On 11th June, after anti-Christian riots in Alexandria, the city's European residents fled and the Egyptian army began strengthening the harbour forts. Admiral Seymour warned Colonel Arabi to stop the work or face his guns. The khedive (prompted by the British) invited him to the palace to discuss terms. But without the sultan’s consent Arabi had no power to negotiate. If he didn’t go to the palace, Alexandria would be fired on. If he did, he would be arrested, charged with treason, and Egypt’s fledgling struggle for self-determination would be over.
At this point the French Admiral declined to take part and took his fleet to Port Said.
At 7.30 on the morning of 11th July, the British fleet began a 10½-hour bombardment that destroyed much of Alexandria.
This is the background to Caseley and Jago’s journey to fulfil the mission with which he has been entrusted. Why is Caseley there at all? Desperate to escape home and its tragic memories, believing this is the last chance for their marriage, she overrides Jago’s objections by reminding him she speaks French - the official language of Alexandria – he doesn’t. For this at least he needs her. I have laughed, agonised, loved and wept with my characters even though I’m the one who created the situations that sweep them from happiness to disaster.
I cherish the illusion that I’m in control. The truth is that when I’m writing they aren’t ‘characters’, they are real people. I step into their world as an invisible observer. But I’m also inside their thoughts and emotions, living events with and through them. I believe I know who they are and how they will react. Then they say and do things I hadn’t anticipated, revealing unexpected aspects of their character. I might have planned the route, but suddenly they are controlling their own destiny. All I can do is hang on for the ride
‘The Master’s Wife’ Jane Jackson Accent Press ebook £2.99
Find the author on her website by clicking here
Follow on Twitter @JJacksonAuthor
My thoughts about The Master's Wife...
I read and reviewed The Consul's Daughter and thoroughly enjoyed getting to know Caseley and Jago and travelled every step of their exciting adventure with them.

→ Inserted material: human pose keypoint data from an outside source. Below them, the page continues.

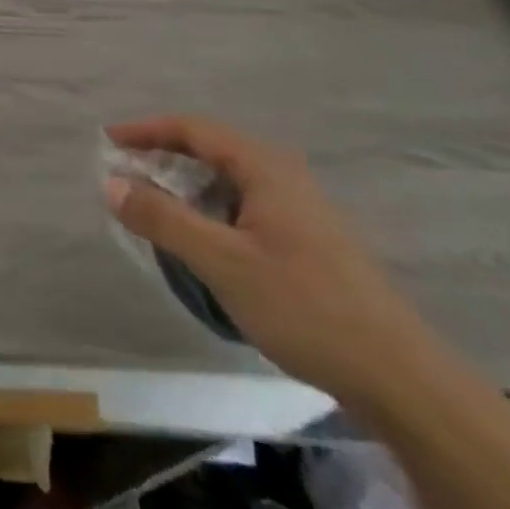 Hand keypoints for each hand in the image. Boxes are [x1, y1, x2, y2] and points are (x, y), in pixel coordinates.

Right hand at [103, 116, 435, 405]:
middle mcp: (283, 176)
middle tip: (124, 175)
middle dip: (163, 156)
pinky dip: (210, 209)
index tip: (108, 141)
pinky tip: (202, 241)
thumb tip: (110, 183)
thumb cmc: (305, 307)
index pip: (193, 129)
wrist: (401, 379)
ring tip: (153, 208)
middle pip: (211, 149)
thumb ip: (163, 219)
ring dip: (186, 185)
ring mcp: (300, 208)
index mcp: (265, 167)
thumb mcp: (222, 262)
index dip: (146, 130)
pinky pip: (245, 205)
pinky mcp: (309, 240)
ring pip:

In this second book in The Captain's Honour series , The Master's Wife, it is good to meet up again with these well loved characters and to see where life has taken them, and as expected their intertwined lives continue to be filled with challenges which have a devastating effect on both Caseley and Jago,
What I have enjoyed about this series, is the way that the author continually draws you into the story. And with warmth, and fine attention to detail, the characters become real in your imagination and as you become involved in their lives you can't help but become emotionally involved with them. As the story starts to evolve, it becomes noticeable that life is not always very kind to them, nor is life ever predictable, but with fortitude and their challenging love for one another, you start to hope that things may, eventually, turn out well for them.
I thought that this second book was slightly stronger than the first with this story being both sad and dramatic in equal measure. The details of the time spent in Egypt was well researched and what was of particular interest to me was reading about events in history of which I had no knowledge. I thought that the author has done a commendable job of allowing the story to evolve gradually whilst at the same time keeping all the different strands of the story together.

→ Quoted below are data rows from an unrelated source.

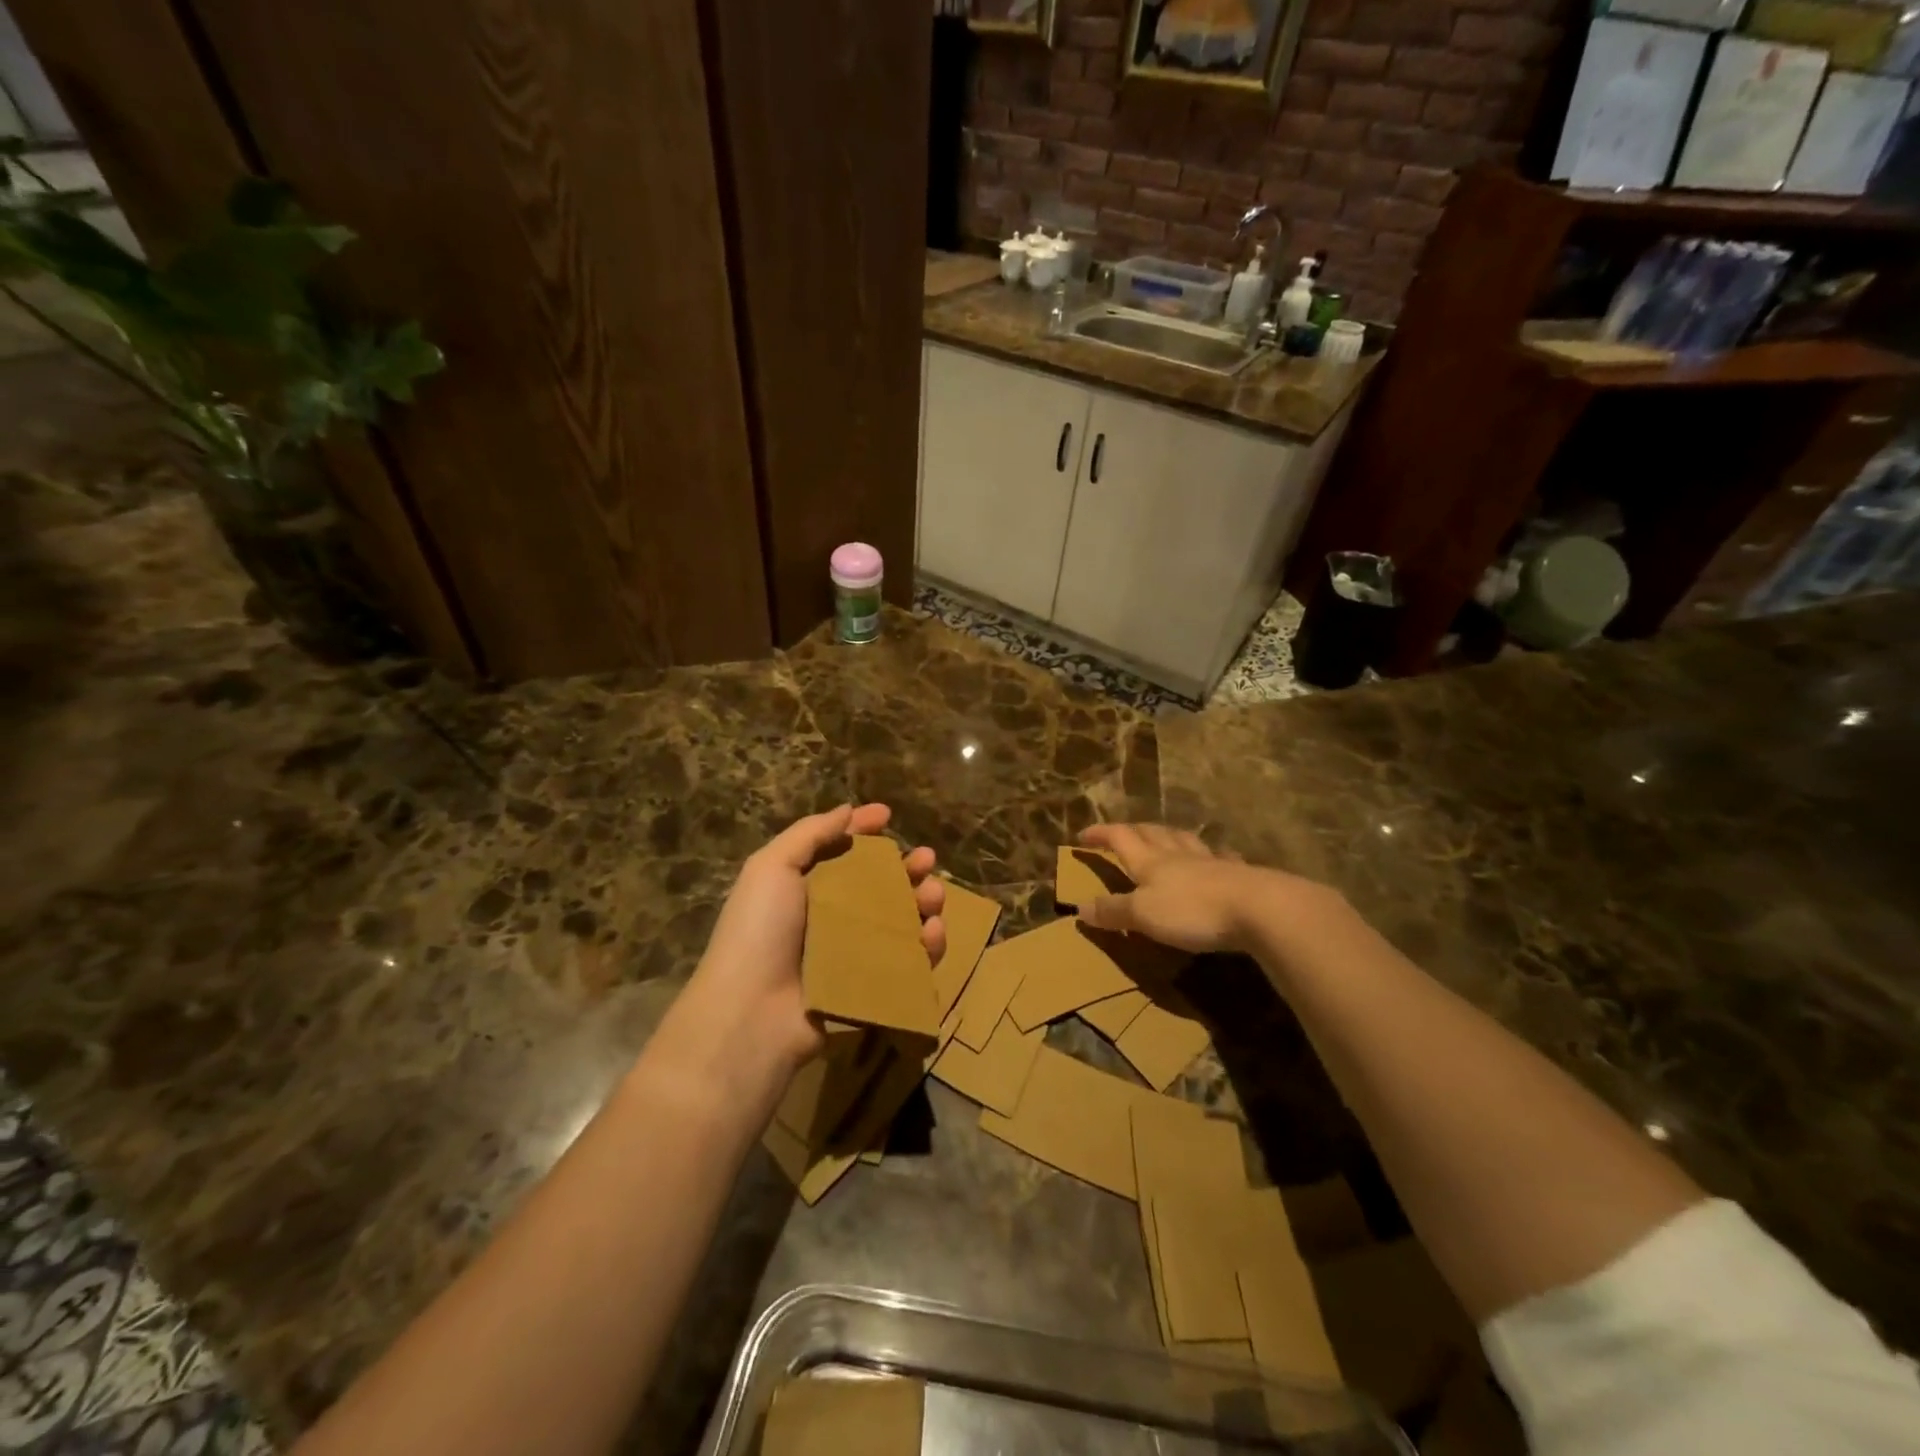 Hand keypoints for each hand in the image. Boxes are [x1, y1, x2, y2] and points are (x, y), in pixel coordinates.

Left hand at [689, 804, 945, 1077]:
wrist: (752, 1014)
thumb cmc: (759, 931)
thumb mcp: (771, 868)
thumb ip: (809, 834)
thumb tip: (847, 810)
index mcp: (805, 886)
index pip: (841, 850)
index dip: (863, 830)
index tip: (888, 815)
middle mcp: (831, 917)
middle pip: (879, 884)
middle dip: (906, 867)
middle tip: (927, 858)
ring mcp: (853, 953)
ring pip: (900, 920)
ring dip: (923, 902)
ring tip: (933, 895)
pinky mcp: (872, 986)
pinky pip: (907, 961)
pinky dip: (927, 945)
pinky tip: (932, 933)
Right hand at [1076, 822, 1332, 955]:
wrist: (1259, 909)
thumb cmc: (1192, 911)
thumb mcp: (1143, 915)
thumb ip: (1113, 911)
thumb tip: (1079, 907)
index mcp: (1150, 862)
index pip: (1120, 838)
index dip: (1101, 834)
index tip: (1083, 834)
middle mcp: (1178, 856)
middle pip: (1152, 833)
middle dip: (1133, 830)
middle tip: (1122, 832)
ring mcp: (1211, 863)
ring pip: (1185, 841)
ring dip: (1170, 836)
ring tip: (1165, 836)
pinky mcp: (1239, 876)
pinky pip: (1221, 859)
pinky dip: (1212, 855)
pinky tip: (1217, 858)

Whilst The Master's Wife sits very comfortably on its own merits as a stand alone story, and yet, as with any book series, I do think it's best to start at the beginning and work through the books in order. However, it is easy to pick up Caseley's and Jago's story and won't detract from the overall enjoyment if you haven't read book one.
Best Read with...salted fish and cool clear water...
My thanks to Jane for this fascinating guest post and also for sharing her novels with me.